A friend not too long ago recommended his book, “The Restoration of Christian Culture,” and told me a little about his life and times at Kansas University. Really, a heroic life.
The precursor to the recommended book was a much more somber “The Death of Christian Culture.” Both books were actually a series of lectures given, and later published. Anyway, I ordered them both, and am reading Death right now. It’s intellectually satisfying, poetically written and frighteningly prophetic. I’ve been told the second one is much better. Since this one is brilliant, I can’t wait to read the next.
A little sample relevant to our themes of natural family planning, love, life and children:
It is no accident that decadence leads to the hatred of children…
Conversely, he affirms:
This is the economy of the private enterprise of love: it generates. Love is fecund. Love is not only a means to an end, like a road, but is a kind of propulsion. It is like walking up an escalator, or swimming with the current–to beget children, to love children, to encourage their growth, to ease their sufferings, and to suffer oneself with them, even to our death.
He’s elucidating the relationship between the decline of Christian culture and the denigration of children, using the case of a mother who was acquitted of murdering her week old child because she was special needs and did not want her. Yet the courtroom erupted in cheers when the verdict was announced.

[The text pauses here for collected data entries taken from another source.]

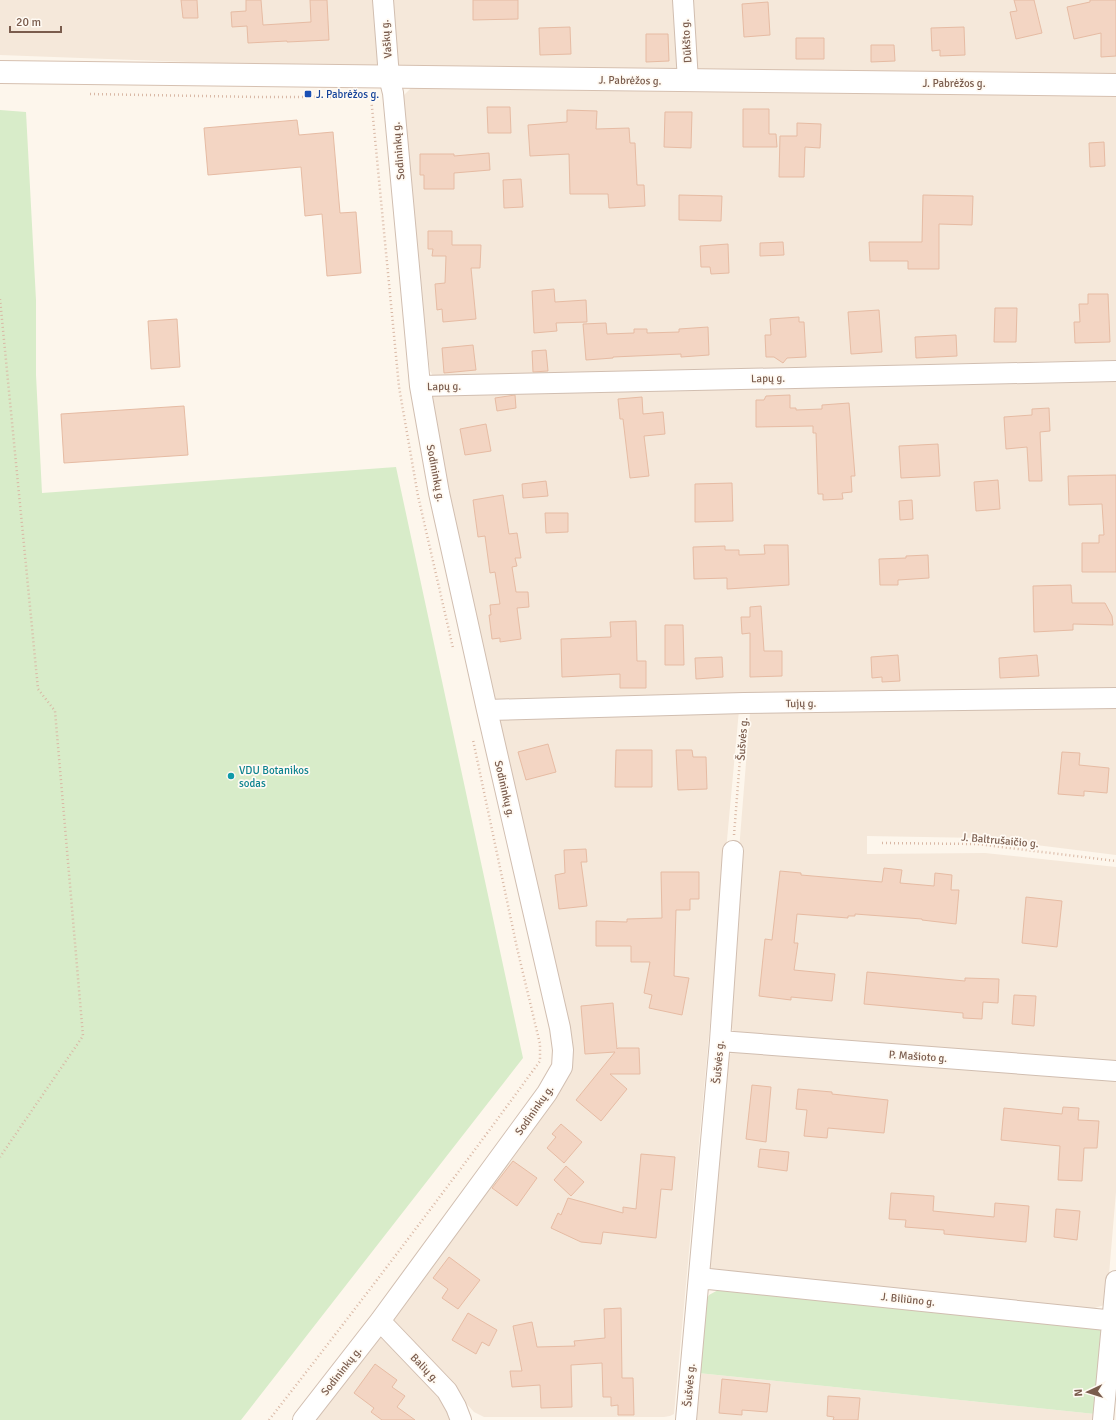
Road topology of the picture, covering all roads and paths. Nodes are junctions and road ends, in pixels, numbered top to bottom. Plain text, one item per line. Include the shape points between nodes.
1 (383, 0) edge
2 (683, 0) edge
3 (0, 72) edge
4 (688, 81) junction
5 (391, 85) junction
6 (1116, 85) edge
7 (87, 94) dead end
8 (371, 97) junction
9 (0, 299) edge
10 (1116, 371) edge
11 (420, 386) junction
12 (453, 649) dead end
13 (1116, 698) edge
14 (744, 703) junction
15 (487, 710) junction
16 (472, 734) dead end
17 (882, 843) dead end
18 (733, 851) joint
19 (1116, 861) edge
20 (720, 1041) junction
21 (1116, 1071) edge
22 (0, 1157) edge
23 (699, 1278) junction
24 (1116, 1281) edge
25 (1114, 1320) edge
26 (380, 1321) junction
27 (269, 1420) edge
28 (303, 1420) edge
29 (461, 1420) edge
30 (686, 1420) edge
31 (1103, 1420) edge

1 - 5 street, Vaškų g.
2 - 4 street, Dūkšto g.
3 - 5 street, J. Pabrėžos g.
4 - 5 street, J. Pabrėžos g.
4 - 6 street, J. Pabrėžos g.
5 - 8 path
5 - 11 street, Sodininkų g.
7 - 8 path
8 - 12 path via 398,387 418,496
9 - 22 path via 38,689 55,711 83,1036
10 - 11 street, Lapų g.
11 - 15 street, Sodininkų g. via 439,493
13 - 14 street, Tujų g.
14 - 15 street, Tujų g.
14 - 18 path, Šušvės g.
15 - 26 street, Sodininkų g. via 560,1028 564,1050 562,1067 547,1093
16 - 27 path via 540,1044 540,1061 448,1187
17 - 19 path, J. Baltrušaičio g. via 977,844
18 - 20 street, Šušvės g.
20 - 21 street, P. Mašioto g.
20 - 23 street, Šušvės g.
23 - 25 street, J. Biliūno g.
23 - 30 street, Šušvės g.
24 - 25 street
25 - 31 street
26 - 28 street, Sodininkų g.
26 - 29 street, Balių g. via 447,1391

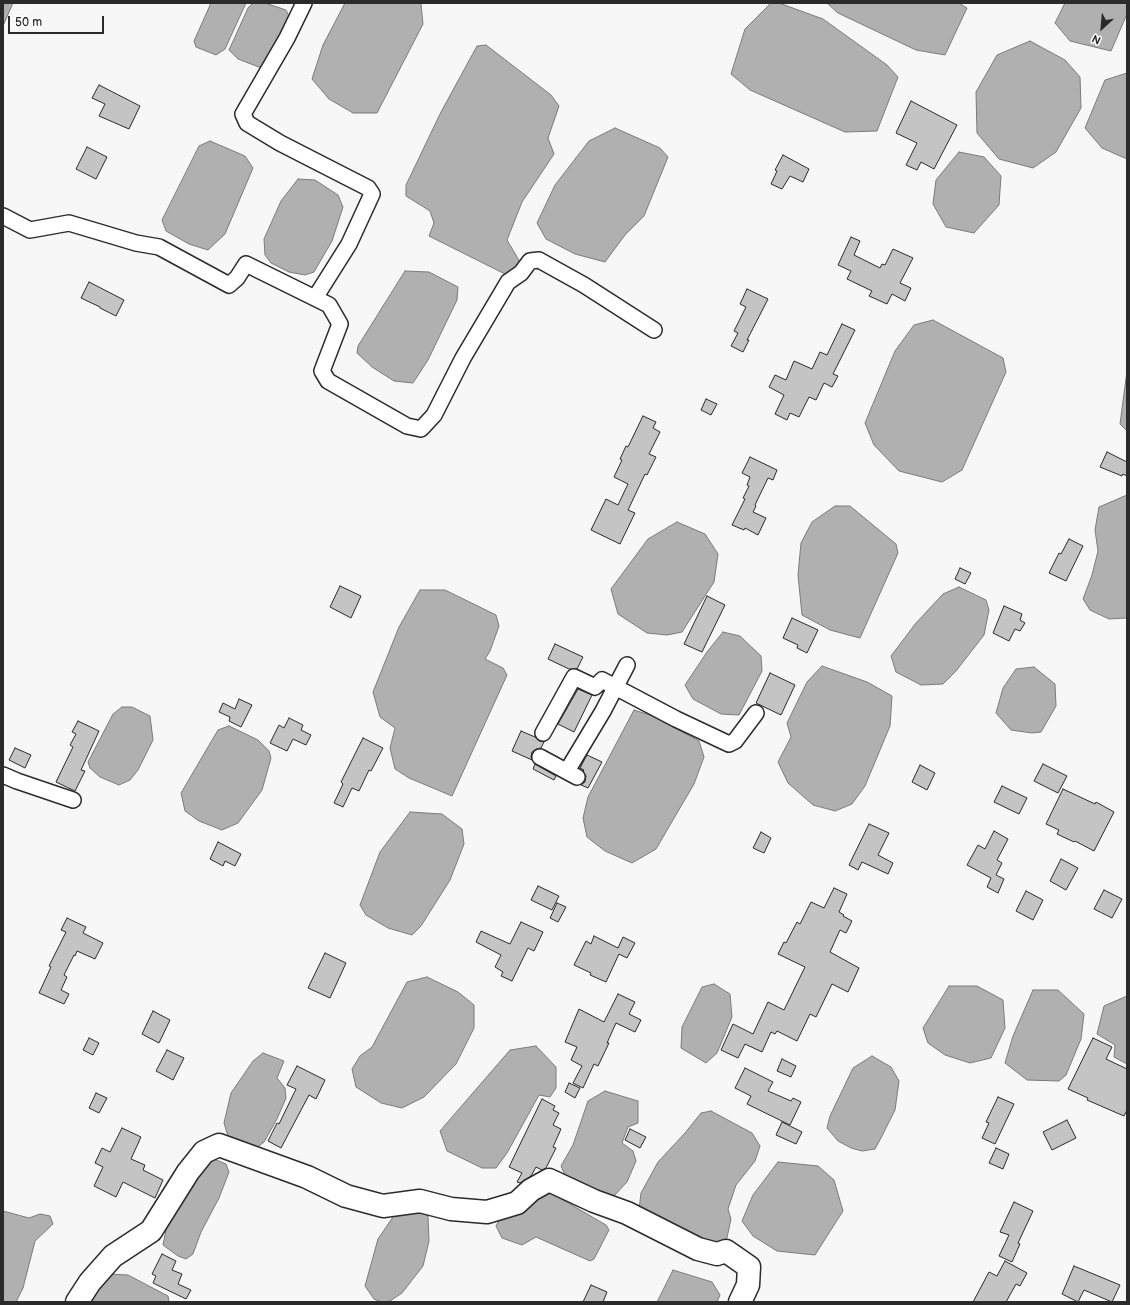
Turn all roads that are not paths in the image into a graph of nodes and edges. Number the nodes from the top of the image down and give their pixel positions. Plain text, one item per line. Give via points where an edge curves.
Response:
1 (304, 3) edge
2 (3, 216) edge
3 (315, 298) junction
4 (654, 330) dead end
5 (627, 665) dead end
6 (616, 686) junction
7 (756, 713) dead end
8 (543, 733) dead end
9 (540, 757) dead end
10 (3, 775) edge
11 (73, 800) dead end
12 (77, 1302) edge
13 (740, 1302) edge

1 - 3 street via 243,114 247,123 280,143 368,188 372,194 349,244
2 - 3 street via 30,230 69,223 136,243 159,247 229,285 246,264
3 - 4 street via 329,305 340,324 322,371 328,381 407,426 421,429 434,415 463,358 508,282 522,272 530,261 539,260 584,284
5 - 6 street
6 - 7 street via 729,744 735,741
6 - 8 street via 602,680 595,687 574,677
6 - 9 street via 572,774
10 - 11 street
12 - 13 main road via 90,1282 113,1256 151,1230 204,1152 219,1145 307,1177 346,1196 383,1206 420,1201 450,1209 487,1212 516,1203 531,1190 549,1180 626,1213 698,1250 717,1254 726,1251 749,1267 748,1285

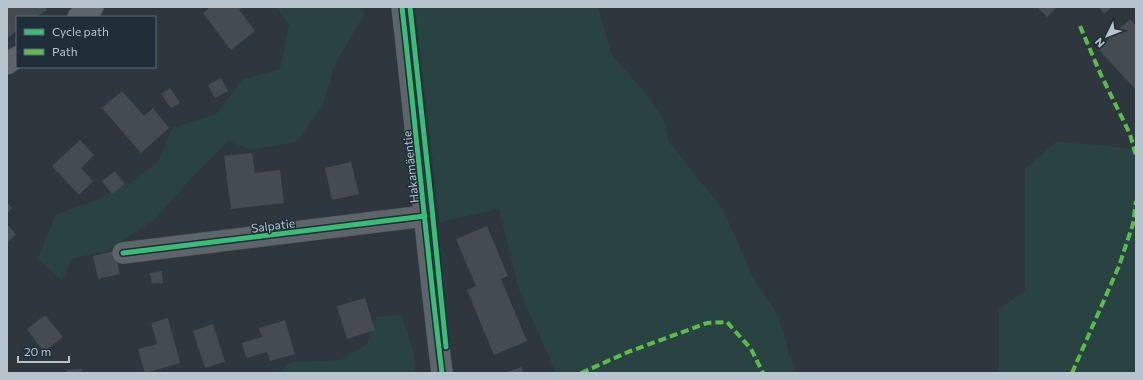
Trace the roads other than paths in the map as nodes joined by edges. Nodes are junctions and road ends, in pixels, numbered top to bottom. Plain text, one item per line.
1 (93, 7) edge
2 (402, 7) edge
3 (80, 16) edge
4 (16, 58) edge
5 (7, 64) edge
6 (425, 216) junction
7 (123, 253) dead end
8 (442, 373) edge

1 - 3 street
2 - 6 street, Hakamäentie
4 - 5 street
6 - 7 street, Salpatie
6 - 8 street, Hakamäentie

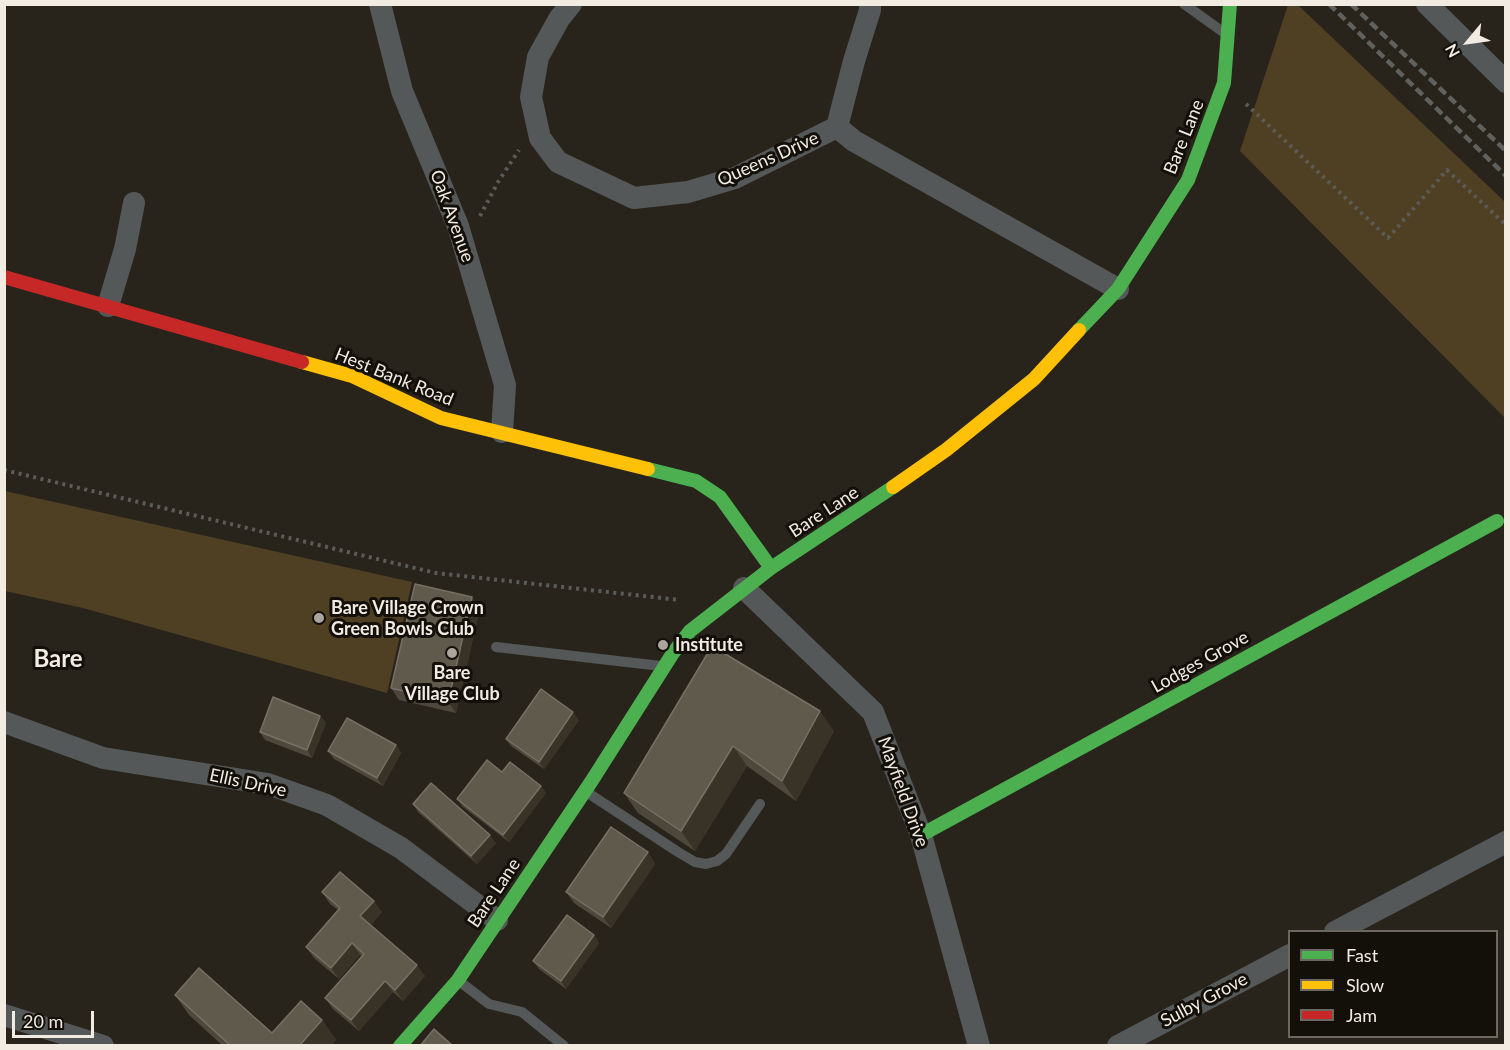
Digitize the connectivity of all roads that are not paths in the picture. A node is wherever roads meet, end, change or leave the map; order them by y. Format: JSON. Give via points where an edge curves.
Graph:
{"nodes":[{"id":1,"x":380,"y":4,"type":"edge"},
{"id":2,"x":571,"y":4,"type":"edge"},
{"id":3,"x":870,"y":4,"type":"edge"},
{"id":4,"x":1184,"y":4,"type":"edge"},
{"id":5,"x":1230,"y":4,"type":"edge"},
{"id":6,"x":1427,"y":4,"type":"edge"},
{"id":7,"x":1228,"y":36,"type":"junction"},
{"id":8,"x":1506,"y":82,"type":"edge"},
{"id":9,"x":837,"y":128,"type":"junction"},
{"id":10,"x":134,"y":203,"type":"dead end"},
{"id":11,"x":4,"y":278,"type":"edge"},
{"id":12,"x":1118,"y":289,"type":"junction"},
{"id":13,"x":108,"y":306,"type":"junction"},
{"id":14,"x":502,"y":432,"type":"junction"},
{"id":15,"x":1497,"y":521,"type":"dead end"},
{"id":16,"x":771,"y":568,"type":"junction"},
{"id":17,"x":744,"y":588,"type":"junction"},
{"id":18,"x":496,"y":647,"type":"dead end"},
{"id":19,"x":664,"y":667,"type":"junction"},
{"id":20,"x":4,"y":722,"type":"edge"},
{"id":21,"x":585,"y":791,"type":"junction"},
{"id":22,"x":760,"y":804,"type":"dead end"},
{"id":23,"x":921,"y":835,"type":"junction"},
{"id":24,"x":1506,"y":842,"type":"edge"},
{"id":25,"x":498,"y":920,"type":"junction"},
{"id":26,"x":1339,"y":930,"type":"edge"},
{"id":27,"x":1288,"y":956,"type":"edge"},
{"id":28,"x":458,"y":980,"type":"junction"},
{"id":29,"x":4,"y":1015,"type":"edge"},
{"id":30,"x":103,"y":1046,"type":"edge"},
{"id":31,"x":400,"y":1046,"type":"edge"},
{"id":32,"x":564,"y":1046,"type":"edge"},
{"id":33,"x":979,"y":1046,"type":"edge"},
{"id":34,"x":1118,"y":1046,"type":"edge"}],
"edges":[{"from":1,"to":14,"type":"street","name":"Oak Avenue","via":[[402,91],[458,226],[505,385]]},
{"from":2,"to":9,"type":"street","name":"Queens Drive","via":[[538,57],[531,97],[540,138],[558,162],[634,198],[688,192],[735,178]]},
{"from":3,"to":9,"type":"street","name":"Queens Drive"},
{"from":4,"to":7,"type":"lane"},
{"from":5,"to":7,"type":"street","name":"Bare Lane"},
{"from":6,"to":8,"type":"street"},
{"from":7,"to":12,"type":"street","name":"Bare Lane","via":[[1224,83],[1188,180]]},
{"from":9,"to":12,"type":"street","name":"Queens Drive"},
{"from":10,"to":13,"type":"street"},
{"from":11,"to":13,"type":"street","name":"Hest Bank Road"},
{"from":12,"to":16,"type":"street","name":"Bare Lane","via":[[1035,379],[946,450]]},
{"from":13,"to":14,"type":"street","name":"Hest Bank Road","via":[[352,376],[441,418]]},
{"from":14,"to":16,"type":"street","name":"Hest Bank Road","via":[[696,481],[720,497]]},
{"from":15,"to":23,"type":"street","name":"Lodges Grove"},
{"from":16,"to":17,"type":"street","name":"Bare Lane"},
{"from":17,"to":19,"type":"street","name":"Bare Lane","via":[[690,631]]},
{"from":17,"to":23,"type":"street","name":"Mayfield Drive","via":[[873,712]]},
{"from":18,"to":19,"type":"lane"},
{"from":19,"to":21,"type":"street","name":"Bare Lane"},
{"from":20,"to":25,"type":"street","name":"Ellis Drive","via":[[103,758],[268,784],[327,805],[400,848]]},
{"from":21,"to":22,"type":"lane","via":[[678,852],[705,864],[726,854]]},
{"from":21,"to":25,"type":"street","name":"Bare Lane"},
{"from":23,"to":33,"type":"street","name":"Mayfield Drive"},
{"from":24,"to":26,"type":"street"},
{"from":25,"to":28,"type":"street","name":"Bare Lane"},
{"from":27,"to":34,"type":"street","name":"Sulby Grove"},
{"from":28,"to":31,"type":"street","name":"Bare Lane"},
{"from":28,"to":32,"type":"lane","via":[[489,1004],[522,1012]]},
{"from":29,"to":30,"type":"street"}]}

He goes on to debunk Thomas Malthus, the disproved 19th century economist who predicted that England’s population would outrun its food sources by 1850. (How are we doing, England?)
As I’ve said elsewhere, children are not the problem; they are the answer. People are not walking carbon footprints, but potential solutions to contemporary problems.
Every time a child is born, not just a mouth to feed is born, but hands and brains. [ A quote in Senior's book from Josue de Castro, a founder and director of the United Nations Food and Agricultural Organization, and one of the five or six world-renowned men in the field of human population problems.]